Os atos jurídicos têm em comum com os fatos jurídicos, o serem objeto da valoração jurídica. Assim, o ato jurídico é um género da espécie de facto jurídico, com a relevância dada à voluntariedade da sua prática. Assim, os fatos voluntários, ou atos jurídicos podem ser simples, no caso de uma pessoa que apanha uma concha na praia – res nullius, e a leva para casa, com a intenção de se apropriar dela. Os simples atos jurídicos, ou atos jurídicos stricto sensu, produzem efeitos ex legis e não ex voluntate91.

Os atos jurídicos complexos são negócios jurídicos e têm em comum com os atos jurídicos a relevância que o direito atribui ao seu processo volitivo.

Uma ou mais declarações de vontade desencadeiam o negócio jurídico, o direito atribui consequências, ou efeitos jurídicos.

A doutrina diverge na distinção clara e precisa entre atos jurídicos e negócios jurídicos, porquanto, Pais de Vasconcelos concebe uma gradual relevância do aspeto negocial, afirmando que não se deve fazer a divisão estanque entre as duas classes, pois, haverá atos não declarativos que são negociais. Há atos mais negociais e outros que o são menos. Por isso, em cada caso a adaptação do regime do negócio jurídico ao ato jurídico será feita mutatis mutandis de acordo com a maior ou menor negociabilidade do ato92.

90 A comparação do facto com a previsão da norma é um processo analógico de aferimento de semelhanças e diferenças, sob o critério e uma premissa latente – que é o sentido jurídico –, processo este que se desenvolve num vai e vem entre o facto e a norma, de cariz espiral e hermenêutico, até que nenhum ganho mais se possa alcançar. É então possível encontrar a norma do caso que possibilita a subsunção. Pedro Pais de Vasconcelos,

Teoria Geral do Direito Civil, pp.402 e ss. 91 C. Mota Pinto, op. cit., p.357.

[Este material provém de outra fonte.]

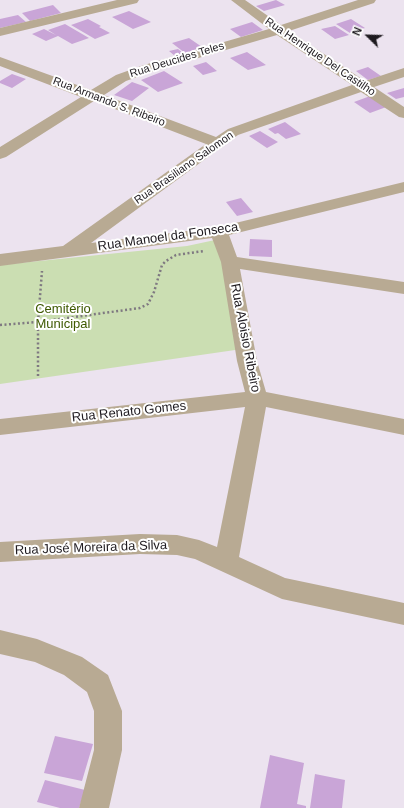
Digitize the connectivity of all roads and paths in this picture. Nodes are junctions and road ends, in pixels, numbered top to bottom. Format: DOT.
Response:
graph roads {
  1 [pos="133,0"];
  2 [pos="237,0"];
  3 [pos="370,0"];
  4 [pos="279,30"];
  5 [pos="0,32"];
  6 [pos="0,61"];
  7 [pos="404,72"];
  8 [pos="364,87"];
  9 [pos="92,96"];
  10 [pos="404,114"];
  11 [pos="218,143"];
  12 [pos="0,154"];
  13 [pos="404,187"];
  14 [pos="225,247"];
  15 [pos="66,252"];
  16 [pos="0,260"];
  17 [pos="42,271"];
  18 [pos="404,288"];
  19 [pos="38,322"];
  20 [pos="0,325"];
  21 [pos="38,376"];
  22 [pos="257,398"];
  23 [pos="0,427"];
  24 [pos="404,427"];
  25 [pos="0,552"];
  26 [pos="226,562"];
  27 [pos="404,614"];
  28 [pos="0,642"];
  29 [pos="94,808"];
  1 -- 5 [label="street"];
  2 -- 4 [label="street, Rua Henrique Del Castilho"];
  3 -- 4 [label="street, Rua Deucides Teles"];
  4 -- 8 [label="street, Rua Henrique Del Castilho"];
  4 -- 9 [label="street, Rua Deucides Teles"];
  6 -- 9 [label="street, Rua Armando S. Ribeiro"];
  7 -- 8 [label="street, Rua Brasiliano Salomon"];
  8 -- 10 [label="street, Rua Henrique Del Castilho"];
  8 -- 11 [label="street, Rua Brasiliano Salomon"];
  9 -- 11 [label="street, Rua Armando S. Ribeiro"];
  9 -- 12 [label="street, Rua Deucides Teles"];
  11 -- 15 [label="street, Rua Brasiliano Salomon"];
  13 -- 14 [label="street, Rua Manoel da Fonseca"];
  14 -- 15 [label="street, Rua Manoel da Fonseca"];
  14 -- 18 [label="street"];
  14 -- 19 [label="path"];
  14 -- 22 [label="street, Rua Aloisio Ribeiro"];
  15 -- 16 [label="street, Rua Manoel da Fonseca"];
  17 -- 19 [label="path"];
  19 -- 20 [label="path"];
  19 -- 21 [label="path"];
  22 -- 23 [label="street, Rua Renato Gomes"];
  22 -- 24 [label="street, Rua Renato Gomes"];
  22 -- 26 [label="street, Rua Aloisio Ribeiro"];
  25 -- 26 [label="street, Rua José Moreira da Silva"];
  26 -- 27 [label="street, Rua José Moreira da Silva"];
  28 -- 29 [label="street"];
}
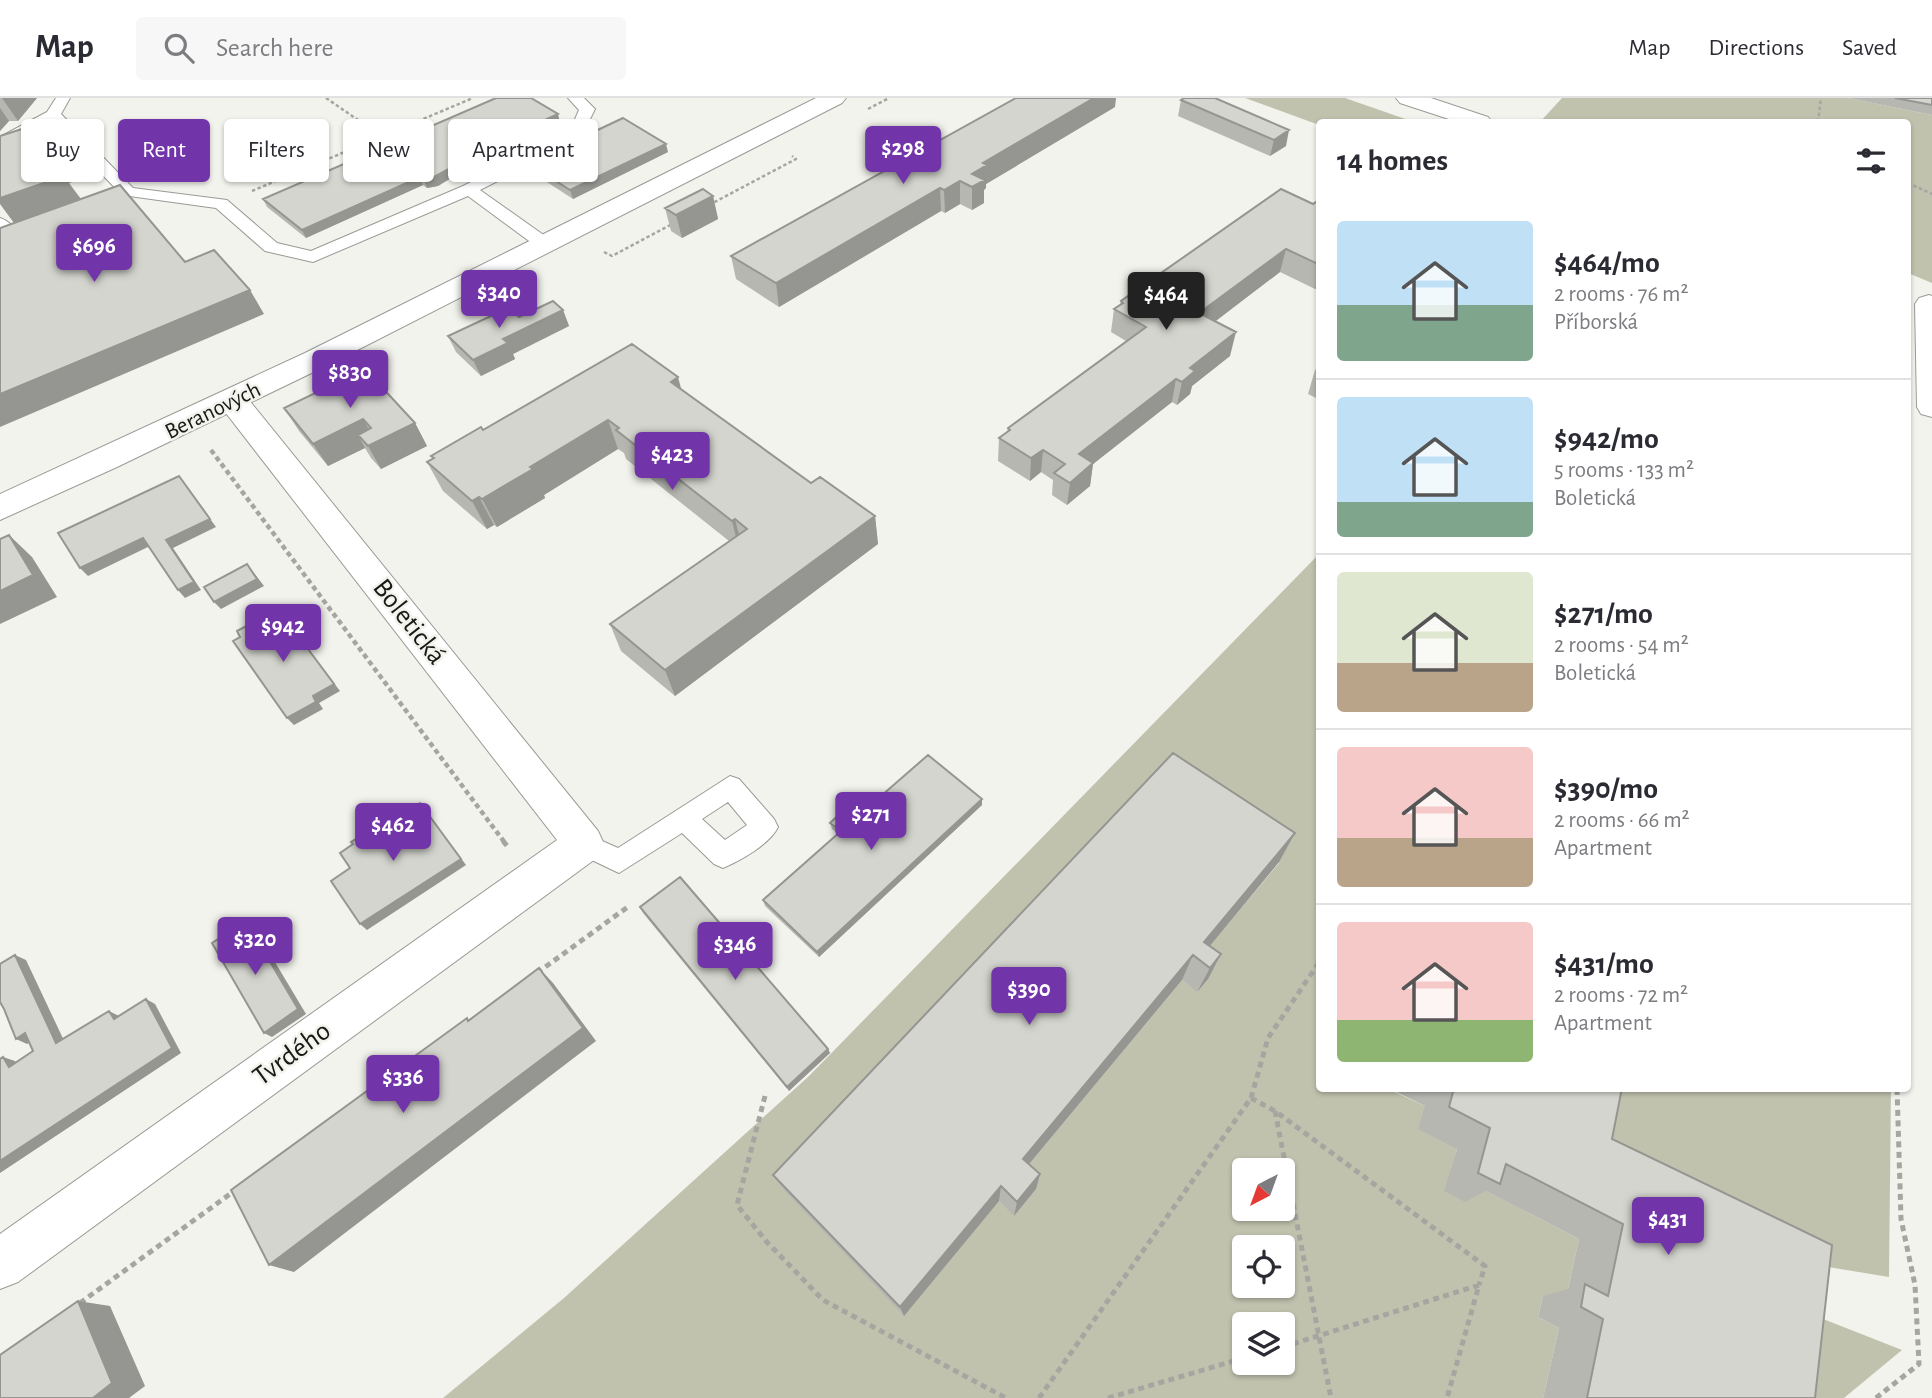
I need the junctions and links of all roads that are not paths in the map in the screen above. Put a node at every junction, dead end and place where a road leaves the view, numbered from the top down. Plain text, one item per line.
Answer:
1 (63, 98) edge
2 (575, 98) edge
3 (834, 98) edge
4 (1408, 98) edge
5 (53, 115) junction
6 (1471, 119) edge
7 (0, 142) edge
8 (469, 188) junction
9 (143, 194) junction
10 (118, 204) edge
11 (0, 223) edge
12 (15, 243) edge
13 (546, 245) junction
14 (1923, 301) edge
15 (233, 401) junction
16 (1932, 407) edge
17 (0, 508) edge
18 (684, 818) dead end
19 (584, 844) junction
20 (0, 1264) edge

1 - 5 lane
2 - 8 lane
3 - 13 street, Beranových
4 - 6 street
5 - 7 lane
5 - 9 lane
8 - 9 lane
8 - 13 lane
9 - 10 lane
11 - 12 lane
13 - 15 street, Beranových
14 - 16 street
15 - 17 street, Beranových
15 - 19 street, Boletická
18 - 19 lane
19 - 20 street, Tvrdého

92 P. P. de Vasconcelos, op. cit., p.408. Conforme a interpretação dada ao art. 295.º do Código Civil de acordo com o art. 10.º do mesmo Código, o recurso à analogia, que aquele artigo prescreve para o tratamento “dos atos jurídicos que não sejam negócios jurídicos, são aplicáveis, as disposições do capítulo precedente” que é o capítulo respeitante aos negócios jurídicos. Diz o autor, ser desnecessária esta remissão, visto recurso à analogia

legis ser próprio do método do intérprete, sempre que mutatis mutandis, se possa aplicar ao regime dos atos jurídicos o paradigma dos negócios jurídicos, uma vez que o Código Civil centrou o tratamento da matéria sobre o padrão dos negócios jurídicos.

Por outro lado, para Mota Pinto, os efeitos dos negócios jurídicos produzem-se por terem subjacente uma ou mais declarações de vontade, por isso são distinguíveis dos atos jurídicos precisamente neste critério da “relação que intercede entre a vontade ou volição das partes dirigida a um resultado e os efeitos produzidos”93.

Após esta abordagem ao conceito doutrinal de facto e ato, convém salientar que em sede de registo comercial, são os fatos jurídicos que traduzidos em atos registrais que definem a situação jurídica das entidades sujeitas à obrigação de promover os mesmos.

Na definição dos fatos e atos jurídicos, respeitantes às entidades comerciais e afins, sujeitos a registo obrigatório que o legislador elenca94. São eles os fatos constitutivos, modificativos ou extintivos de direitos, que devem obrigatoriamente ser registados e que definem a situação jurídica das entidades, desde a sua constituição ao enceramento da sua liquidação.

Para tal, estipula também um prazo de dois meses para cumprimento da obrigação de registar95, a contar da data em que tais fatos tenham sido titulados, com a cominação sanção

pecuniária, em caso de pedido de registo extemporâneo. Quanto à inscrição por depósito da prestação de contas prevê a lei um prazo especial, determinado a partir do encerramento do exercício anual, que pode não coincidir com o ano civil, e sendo este o caso é predeterminado no ato constitutivo da entidade comercial e constará do respetivo registo96.